Kevin L. Alexander, Sr., Plaintiff-appellant, v. Mayor and Council of the Town of Cheverly, Maryland,defendant-appellee, 953 F.2d 160 (4th Cir. 1992)Annotate this Case
Charles Christopher Brown, argued (Andrew D. Freeman, on brief), Brown, Goldstein & Levy, Baltimore, Md., for plaintiff-appellant.
Richard Timothy Colaresi, Colaresi & Popham, Chartered, argued, Annapolis, Md., for defendant-appellee.
Before POWELL, Associate Justice (Retired), United States Supreme Court, sitting by designation, and WILKINSON and LUTTIG, Circuit Judges.
POWELL, Associate Justice, Retired:
The issue presented in this case is whether the district court abused its discretion in granting a partial award of attorney's fees under 42 U.S.C. § 1988. As the award fell within the court's discretion, we affirm.
* The appeal stems from a redistricting dispute involving a municipality in Prince George's County, Maryland. The municipality, the Town of Cheverly, decided through its City Council in March 1990 to postpone redistricting until after the May 1991 council elections. Soon after this decision was made, the appellant, Kevin L. Alexander, filed a complaint on behalf of himself and "black registered voters residing in Cheverly." The complaint sought (i) a declaration that Cheverly's electoral system violated the Voting Rights Act and the Civil Rights Act, (ii) an injunction preventing Cheverly from holding further elections under that electoral system, and (iii) an award of attorney's fees and costs.
Negotiations between the parties followed. These led to a settlement in which Cheverly agreed to reapportion itself before the May 1991 elections. The complaint was dismissed, except as to the request for attorney's fees and costs. Alexander filed a motion for fees and costs pursuant to 42 U.S.C. § 1988. He requested $20,297.50. The district court granted $6,000 in attorney's fees and $308.93 in costs.
Alexander urges us to reverse the district court's decision, claiming he was entitled to the total fees requested. He argues that he achieved the primary objective of the law suit--a one-year advance in redistricting--and therefore should not have been given a partial award. We disagree.
In view of the specter of satellite litigation over attorney's fees, appellate review of lower court decisions in this area, appropriately, is limited. Section 1988 states that "the court, in its discretion, may allow the prevailing party ... a reasonable attorney's fee as part of the costs" (emphasis added). 42 U.S.C. § 1988. Construing that provision, the Supreme Court has said:
the fee applicant bears the burden of establishing entitlement to an award.... We reemphasize that the district court has discretion in determining the amount of a fee award.

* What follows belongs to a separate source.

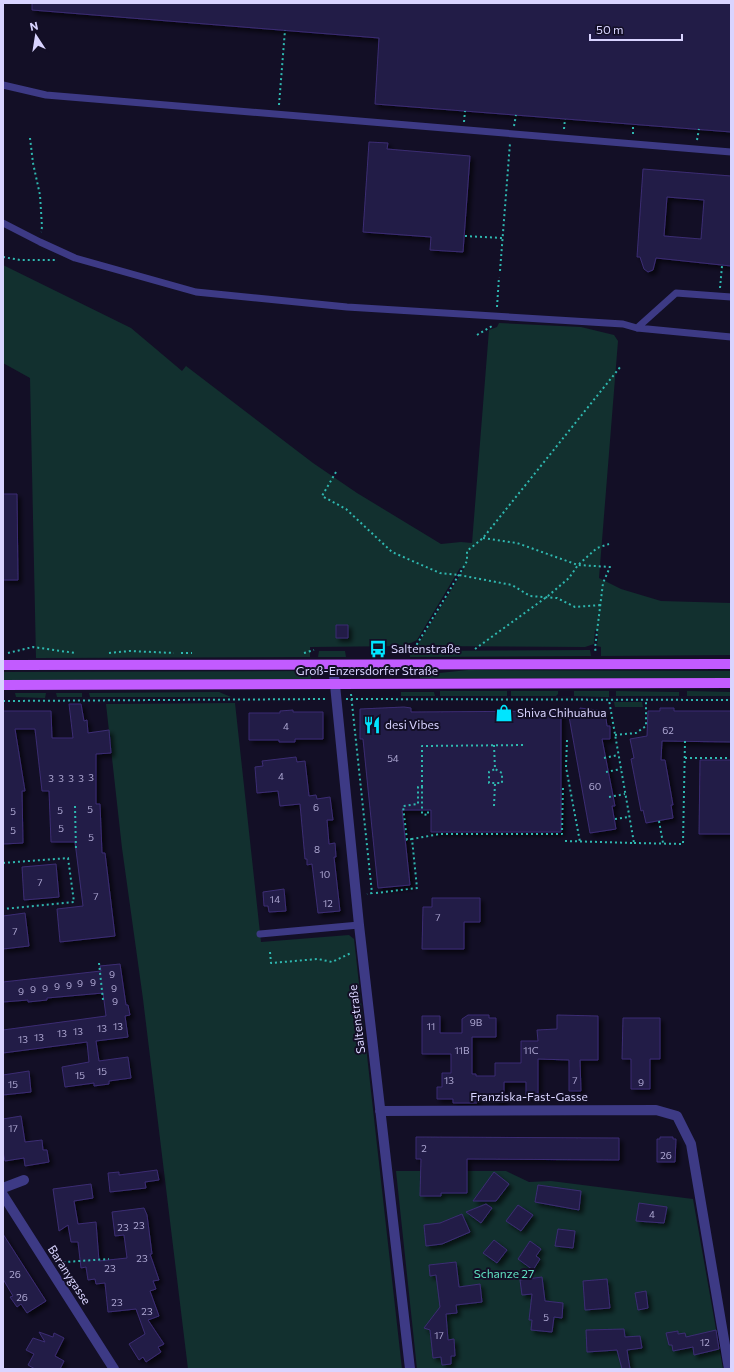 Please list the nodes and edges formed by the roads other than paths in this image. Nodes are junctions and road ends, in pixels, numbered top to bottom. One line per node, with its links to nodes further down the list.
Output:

This is appropriate in view of the district court's superior understanding of the litigation and the desirability of avoiding frequent appellate review of what essentially are factual matters.
Hensley v. Eckerhart, 461 U.S. 424, 437, 103 S. Ct. 1933, 1941, 76 L. Ed. 2d 40 (1983). The scope of review is particularly narrow where the district court explains the basis for its assessment, including a discussion of the relevant factors. See Cooper v. Dyke, 814 F.2d 941, 950 (4th Cir. 1987). See also Daly v. Hill, 790 F.2d 1071, 1079 (4th Cir. 1986).
In this instance, the district court issued a six-page opinion setting forth its rationale for granting a partial award. Properly emphasizing that the determination was a pragmatic one, involving both fact and law, the court offered the following reasons, among others, for its decision. It explained that, prior to Alexander's law suit, Cheverly had begun the process of redistricting. As a consequence, the court reasoned, Alexander only prevailed "in part" because, even if the law suit had not been filed, Cheverly already had committed itself to redistricting upon receipt of the 1990 census figures. In the district court's view, then, the law suit did not contribute to the fact or form of redistricting, only to the timing of it. The court cited other factors affecting its decision--Cheverly's "willingness to negotiate," its "attempts to remedy the situation," and the fact that "special circumstances" (presumably those mentioned above), see Bonnes v. Long, 599 F.2d 1316, 1319 (4th Cir. 1979), justified a discretionary reduction in award.
These factors, together with the district court's ringside view of the relevant conduct of the parties and of the underlying legal dispute, convince us that the award fell within the district court's discretion.